Still, this applies even better to P2
“Customers tell us one of their biggest challenges is integrating software from multiple teams where one team is focused on the time-critical control code and another is working on the rest of the application,” said Joe Thomsen, vice president of Microchip’s MCU16 business unit. “We created this dual-core product to simplify that software integration and optimize the performance for math-intensive applications.”
Strange they tag one core as 90MHz and the other as 100MHz ? They do seem to have two (four?) PLLs, making the cores quite independent clock domains.
PLL rules : For PLL operation, the following requirements must be met at all times without exception:
• The PLL Input Frequency (FPLLI) must be in the range of 8 MHz to 64 MHz
• The PFD Input Frequency (FPFD) must be in the range of 8 MHz to (FVCO/16) MHz
• The VCO Output Frequency (FVCO) must be in the range of 400 MHz to 1600 MHz
So how fast can parts of this chip clock ?

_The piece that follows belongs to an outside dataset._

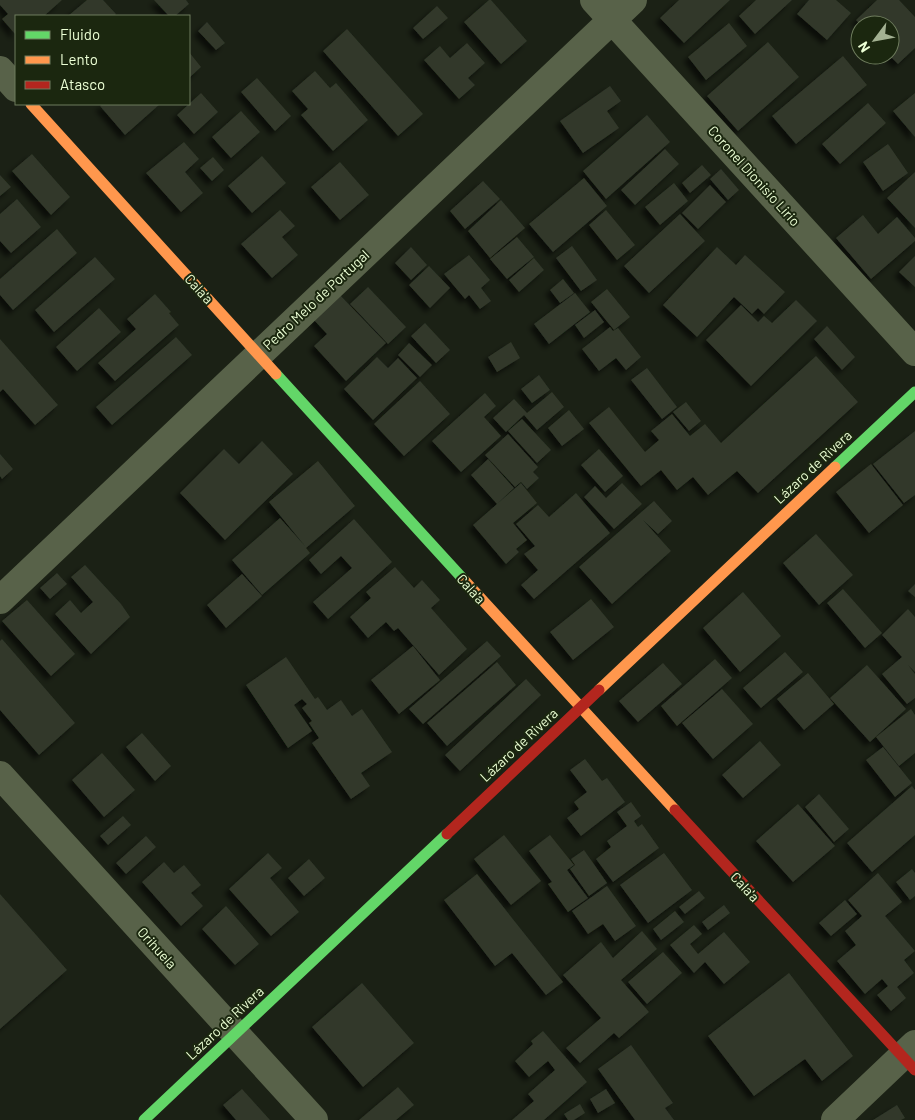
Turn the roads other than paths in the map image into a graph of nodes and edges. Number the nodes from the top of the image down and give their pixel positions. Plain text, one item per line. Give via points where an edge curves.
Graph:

Find this "Note: DAC input frequency needs to be 500 MHz." - note that's a PDM + RC filter type DAC, so needs a high clock, still 500MHz is impressive.
SPI says 2~32b, 50MHz (or 40MHz or 15/9MHz, varies in data) (but no QuadSPI ? )
i2c Max 1MHz
UARTS - has 19:0b Divisor, and says
1 = Uses fractional Baud Rate Generation
0 = Uses legacy divide-by-x counter for baud clock generation (x = 4 or 16 depending on the BRGH bit)
BCLKSEL<1:0>: Baud Clock Source Selection bits
11 = Reserved
10 = FOSC
01 = Reserved
00 = FOSC/2 (FP)
Fosc is harder to nail down, but seems to be faster than the CPU clock, Fcy is FOsc/2 thru FOsc/2/128 in doze mode.
Looks like Fosc = Fpllo/2 is possible, where Fpllo is FVCO/(1~7)(1~7) - examples in data are 200MHz,240MHz,300MHz,400MHz for /2 = 100MHz~200MHz indicated Baud/Timer clocks ?
Clocking looks complex, and not easy to be sure you have not overclocked some peripheral.
Comments
> "Clocking looks complex, and not easy to be sure you have not overclocked some peripheral."
I can well attest to that statement. I overclocked my Trash 80 and turned it in to a boat anchor.